Le vrai problème était celui du transport. De nombreux spécialistes s’étaient penchés sur l’utilisation de l’énergie afin de ne pas réitérer les erreurs des temps oubliés.

Tout comme les étoiles dont certaines brillaient d’un éclat aveuglant mais mourraient très vite tandis que d’autres, à peine visibles, consommaient leur hydrogène sur des milliards d’années lumières, on dénombrait quelques ascètes passant leur vie prolongée, tels des solitaires, dans une économie de forces et se nourrissant d’un rien. Il en était de même en ce qui concerne le transport : plus on désirait de la vitesse, plus cela demandait d’énergie. La société étant basée sur l’échange, pas seulement d’idées mais aussi de biens, les difficultés apparaissaient. On s’était donc résolu à garder une certaine lenteur et l’expression « demain le jour se lèvera » était passée dans le gestuel courant en effectuant juste un léger moulinet de la main droite.

Trois sources principales étaient utilisées pour fournir l’énergie nécessaire à certaines activités, en particulier les recherches scientifiques, extrêmement gourmandes. L’énergie solaire, transformée par capteurs s’inspirant de la photosynthèse des plantes, produisait des impulsions électriques. Des hélices actionnées par la force du vent ou par la vigueur de l’eau amenaient au même résultat en faisant tourner des turbines. Fantusieni aperçut au loin une de ces structures utilisant la force des marées.

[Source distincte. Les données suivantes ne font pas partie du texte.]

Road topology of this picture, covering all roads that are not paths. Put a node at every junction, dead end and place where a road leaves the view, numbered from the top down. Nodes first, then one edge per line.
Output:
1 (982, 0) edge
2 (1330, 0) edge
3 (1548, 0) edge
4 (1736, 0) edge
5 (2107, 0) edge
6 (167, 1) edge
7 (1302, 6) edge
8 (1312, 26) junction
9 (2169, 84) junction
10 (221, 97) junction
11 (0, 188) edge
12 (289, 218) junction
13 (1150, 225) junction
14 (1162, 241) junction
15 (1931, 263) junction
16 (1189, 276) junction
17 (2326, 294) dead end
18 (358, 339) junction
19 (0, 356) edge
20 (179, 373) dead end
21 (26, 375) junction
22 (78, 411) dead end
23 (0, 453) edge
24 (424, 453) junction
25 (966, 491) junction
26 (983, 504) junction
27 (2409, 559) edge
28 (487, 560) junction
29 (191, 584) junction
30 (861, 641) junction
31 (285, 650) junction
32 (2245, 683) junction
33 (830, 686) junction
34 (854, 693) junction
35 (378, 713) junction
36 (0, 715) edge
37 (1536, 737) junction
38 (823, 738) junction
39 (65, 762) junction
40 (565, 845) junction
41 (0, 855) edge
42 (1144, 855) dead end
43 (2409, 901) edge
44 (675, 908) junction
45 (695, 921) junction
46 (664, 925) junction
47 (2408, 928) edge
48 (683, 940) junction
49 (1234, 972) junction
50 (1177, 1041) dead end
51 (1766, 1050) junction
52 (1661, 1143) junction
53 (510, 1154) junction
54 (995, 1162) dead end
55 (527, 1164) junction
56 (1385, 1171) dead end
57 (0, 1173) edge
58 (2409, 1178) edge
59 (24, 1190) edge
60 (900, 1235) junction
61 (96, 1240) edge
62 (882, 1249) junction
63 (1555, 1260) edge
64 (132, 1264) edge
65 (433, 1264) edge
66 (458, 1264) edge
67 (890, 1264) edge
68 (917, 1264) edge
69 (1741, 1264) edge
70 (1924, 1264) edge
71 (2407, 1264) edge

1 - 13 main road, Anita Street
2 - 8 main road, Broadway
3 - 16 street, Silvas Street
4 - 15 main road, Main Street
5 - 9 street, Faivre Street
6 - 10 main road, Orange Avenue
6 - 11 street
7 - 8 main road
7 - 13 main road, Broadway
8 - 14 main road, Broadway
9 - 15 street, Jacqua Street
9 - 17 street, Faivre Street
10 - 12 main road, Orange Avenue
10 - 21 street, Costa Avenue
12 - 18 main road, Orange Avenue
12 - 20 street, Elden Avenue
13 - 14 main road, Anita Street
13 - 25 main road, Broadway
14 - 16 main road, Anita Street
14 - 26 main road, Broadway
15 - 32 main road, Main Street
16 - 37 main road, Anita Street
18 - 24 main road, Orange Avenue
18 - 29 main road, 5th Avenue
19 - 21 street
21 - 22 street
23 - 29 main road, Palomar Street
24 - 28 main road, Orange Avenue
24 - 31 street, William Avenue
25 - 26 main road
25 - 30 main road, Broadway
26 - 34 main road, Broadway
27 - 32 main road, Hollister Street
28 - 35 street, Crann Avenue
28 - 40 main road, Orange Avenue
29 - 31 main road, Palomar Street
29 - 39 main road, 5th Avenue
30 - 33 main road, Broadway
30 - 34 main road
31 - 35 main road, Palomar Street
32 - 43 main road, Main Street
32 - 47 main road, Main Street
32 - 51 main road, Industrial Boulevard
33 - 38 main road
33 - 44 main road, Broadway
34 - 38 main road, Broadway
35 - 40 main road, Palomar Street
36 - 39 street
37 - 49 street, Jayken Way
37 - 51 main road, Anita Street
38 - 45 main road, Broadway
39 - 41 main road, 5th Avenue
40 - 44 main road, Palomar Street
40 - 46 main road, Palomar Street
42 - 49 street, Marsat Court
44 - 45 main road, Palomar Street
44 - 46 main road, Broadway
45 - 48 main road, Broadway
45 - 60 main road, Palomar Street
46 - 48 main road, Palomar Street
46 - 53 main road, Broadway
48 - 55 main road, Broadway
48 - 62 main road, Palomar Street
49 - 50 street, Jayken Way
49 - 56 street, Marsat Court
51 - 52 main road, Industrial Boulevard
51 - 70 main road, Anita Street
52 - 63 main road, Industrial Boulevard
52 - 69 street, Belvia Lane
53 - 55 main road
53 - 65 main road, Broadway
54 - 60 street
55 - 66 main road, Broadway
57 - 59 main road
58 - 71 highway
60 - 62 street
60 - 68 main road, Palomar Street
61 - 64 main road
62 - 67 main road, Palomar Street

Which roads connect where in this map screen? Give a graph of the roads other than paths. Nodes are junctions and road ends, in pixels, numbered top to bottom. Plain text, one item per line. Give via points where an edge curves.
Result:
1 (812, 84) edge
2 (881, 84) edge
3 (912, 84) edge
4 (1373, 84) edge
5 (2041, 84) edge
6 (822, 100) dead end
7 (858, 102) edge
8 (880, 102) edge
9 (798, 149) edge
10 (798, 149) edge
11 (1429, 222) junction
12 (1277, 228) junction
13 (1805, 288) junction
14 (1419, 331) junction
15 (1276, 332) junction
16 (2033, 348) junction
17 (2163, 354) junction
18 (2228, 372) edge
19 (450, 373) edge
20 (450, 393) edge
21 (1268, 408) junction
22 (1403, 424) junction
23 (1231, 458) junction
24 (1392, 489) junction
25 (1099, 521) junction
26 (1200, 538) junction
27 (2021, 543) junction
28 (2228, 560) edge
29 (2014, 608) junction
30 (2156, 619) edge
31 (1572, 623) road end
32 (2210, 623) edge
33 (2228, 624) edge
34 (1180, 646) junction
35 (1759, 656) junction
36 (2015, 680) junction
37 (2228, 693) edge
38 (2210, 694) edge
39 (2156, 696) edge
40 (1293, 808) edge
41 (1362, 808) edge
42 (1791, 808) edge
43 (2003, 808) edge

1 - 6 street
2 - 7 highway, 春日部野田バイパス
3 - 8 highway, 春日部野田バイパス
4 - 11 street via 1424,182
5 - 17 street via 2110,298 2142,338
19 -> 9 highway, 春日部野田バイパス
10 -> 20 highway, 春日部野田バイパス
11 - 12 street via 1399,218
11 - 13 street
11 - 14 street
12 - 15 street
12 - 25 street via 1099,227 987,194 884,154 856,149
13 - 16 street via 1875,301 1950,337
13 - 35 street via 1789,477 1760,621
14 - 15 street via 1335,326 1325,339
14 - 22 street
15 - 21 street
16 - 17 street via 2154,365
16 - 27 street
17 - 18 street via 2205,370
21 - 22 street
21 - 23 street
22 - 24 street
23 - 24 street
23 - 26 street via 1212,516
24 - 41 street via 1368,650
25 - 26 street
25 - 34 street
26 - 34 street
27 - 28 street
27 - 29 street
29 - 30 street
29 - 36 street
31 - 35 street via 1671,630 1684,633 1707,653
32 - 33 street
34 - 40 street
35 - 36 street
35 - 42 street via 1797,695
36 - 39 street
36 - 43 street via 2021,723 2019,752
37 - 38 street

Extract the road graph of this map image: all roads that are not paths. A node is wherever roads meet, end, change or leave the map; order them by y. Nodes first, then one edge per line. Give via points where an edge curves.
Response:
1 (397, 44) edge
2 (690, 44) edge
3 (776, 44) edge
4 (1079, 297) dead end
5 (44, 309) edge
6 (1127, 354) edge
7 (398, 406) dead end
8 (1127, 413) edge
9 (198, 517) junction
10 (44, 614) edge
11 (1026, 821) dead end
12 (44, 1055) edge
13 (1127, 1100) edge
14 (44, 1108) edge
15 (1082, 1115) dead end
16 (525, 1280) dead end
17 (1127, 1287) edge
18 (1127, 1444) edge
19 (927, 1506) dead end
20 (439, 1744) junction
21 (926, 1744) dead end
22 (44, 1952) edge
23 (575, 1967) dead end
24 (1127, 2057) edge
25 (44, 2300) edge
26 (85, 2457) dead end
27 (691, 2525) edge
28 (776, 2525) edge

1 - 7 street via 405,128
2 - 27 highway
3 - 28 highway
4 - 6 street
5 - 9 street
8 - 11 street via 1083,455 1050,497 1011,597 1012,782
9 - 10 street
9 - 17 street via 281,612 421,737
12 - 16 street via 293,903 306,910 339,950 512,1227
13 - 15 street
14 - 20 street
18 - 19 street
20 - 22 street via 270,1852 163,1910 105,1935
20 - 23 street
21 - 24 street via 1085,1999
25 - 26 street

Le défi était d’intégrer ces constructions dans le paysage, soit par une discrétion absolue, soit par une apparence artistique. L’intérêt principal, primordial, fondamental était le respect de l’environnement, de sa biodiversité. Nulle construction ne pouvait s’arroger le droit de détruire quelque écosystème que ce soit, du moins devait-on minimiser l’impact écologique de chaque édification. De nombreux tests, d’incessantes simulations étaient pratiqués avant de mettre en place les fondations d’un nouvel appareil visant à produire de l’énergie ou, plus généralement, toute fabrication élevée dans le milieu naturel.

Objets et marchandises transitaient sur terre par petites quantités, habituellement tractés par de robustes animaux. Les voies d’eau permettant le transport de quantités plus importantes ou de matières plus lourdes.

On confectionnait, on cultivait, on produisait, on fabriquait à l’endroit où cela devait être utilisé ou consommé lorsque cela était possible.

L’art de la proximité était largement répandu comme une tradition, une manière de vivre, une volonté collective, un objectif partagé par tous. Si le déplacement des personnes était souhaité, encouragé, stimulé, le transit des marchandises devait être le plus limité, autant qu‘envisageable.

Ainsi se croisaient sur les nombreux chemins davantage de voyageurs à pied, parfois accompagnés d’un animal portant une charge légère, assurant plus une compagnie qu’un portage. Rarement le transport servait à acheminer des marchandises d’un point à un autre, mais plutôt, à l’image de nombreux marchands ambulants, nomades dans l’âme, de desservir quantité de villages au long d’une éternelle route.

A la philosophie selon laquelle le chemin parcouru valait plus que la destination atteinte, il était admis qu’il valait mieux aller vers le monde qu’attendre que le monde vienne à soi.